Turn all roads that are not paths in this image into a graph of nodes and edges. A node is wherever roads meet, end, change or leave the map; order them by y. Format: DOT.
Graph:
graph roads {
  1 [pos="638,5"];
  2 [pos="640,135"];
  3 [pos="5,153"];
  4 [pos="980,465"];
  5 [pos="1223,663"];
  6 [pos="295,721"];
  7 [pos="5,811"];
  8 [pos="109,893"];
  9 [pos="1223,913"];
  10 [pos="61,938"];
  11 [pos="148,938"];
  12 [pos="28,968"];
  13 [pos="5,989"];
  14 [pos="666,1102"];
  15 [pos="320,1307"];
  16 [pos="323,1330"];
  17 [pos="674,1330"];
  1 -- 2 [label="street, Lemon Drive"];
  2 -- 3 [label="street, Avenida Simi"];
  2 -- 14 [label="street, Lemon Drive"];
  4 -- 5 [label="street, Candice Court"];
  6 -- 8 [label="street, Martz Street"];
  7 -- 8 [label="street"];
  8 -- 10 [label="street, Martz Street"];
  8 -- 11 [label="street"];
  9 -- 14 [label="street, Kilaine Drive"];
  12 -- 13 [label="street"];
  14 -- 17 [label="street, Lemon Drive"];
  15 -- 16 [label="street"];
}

-*-*-

YOUR ASSIGNMENT:
Print all of the material above exactly as given.

SOLUTION:
Turn all roads that are not paths in this image into a graph of nodes and edges. A node is wherever roads meet, end, change or leave the map; order them by y. Format: DOT.
Graph:
graph roads {
  1 [pos="638,5"];
  2 [pos="640,135"];
  3 [pos="5,153"];
  4 [pos="980,465"];
  5 [pos="1223,663"];
  6 [pos="295,721"];
  7 [pos="5,811"];
  8 [pos="109,893"];
  9 [pos="1223,913"];
  10 [pos="61,938"];
  11 [pos="148,938"];
  12 [pos="28,968"];
  13 [pos="5,989"];
  14 [pos="666,1102"];
  15 [pos="320,1307"];
  16 [pos="323,1330"];
  17 [pos="674,1330"];
  1 -- 2 [label="street, Lemon Drive"];
  2 -- 3 [label="street, Avenida Simi"];
  2 -- 14 [label="street, Lemon Drive"];
  4 -- 5 [label="street, Candice Court"];
  6 -- 8 [label="street, Martz Street"];
  7 -- 8 [label="street"];
  8 -- 10 [label="street, Martz Street"];
  8 -- 11 [label="street"];
  9 -- 14 [label="street, Kilaine Drive"];
  12 -- 13 [label="street"];
  14 -- 17 [label="street, Lemon Drive"];
  15 -- 16 [label="street"];
}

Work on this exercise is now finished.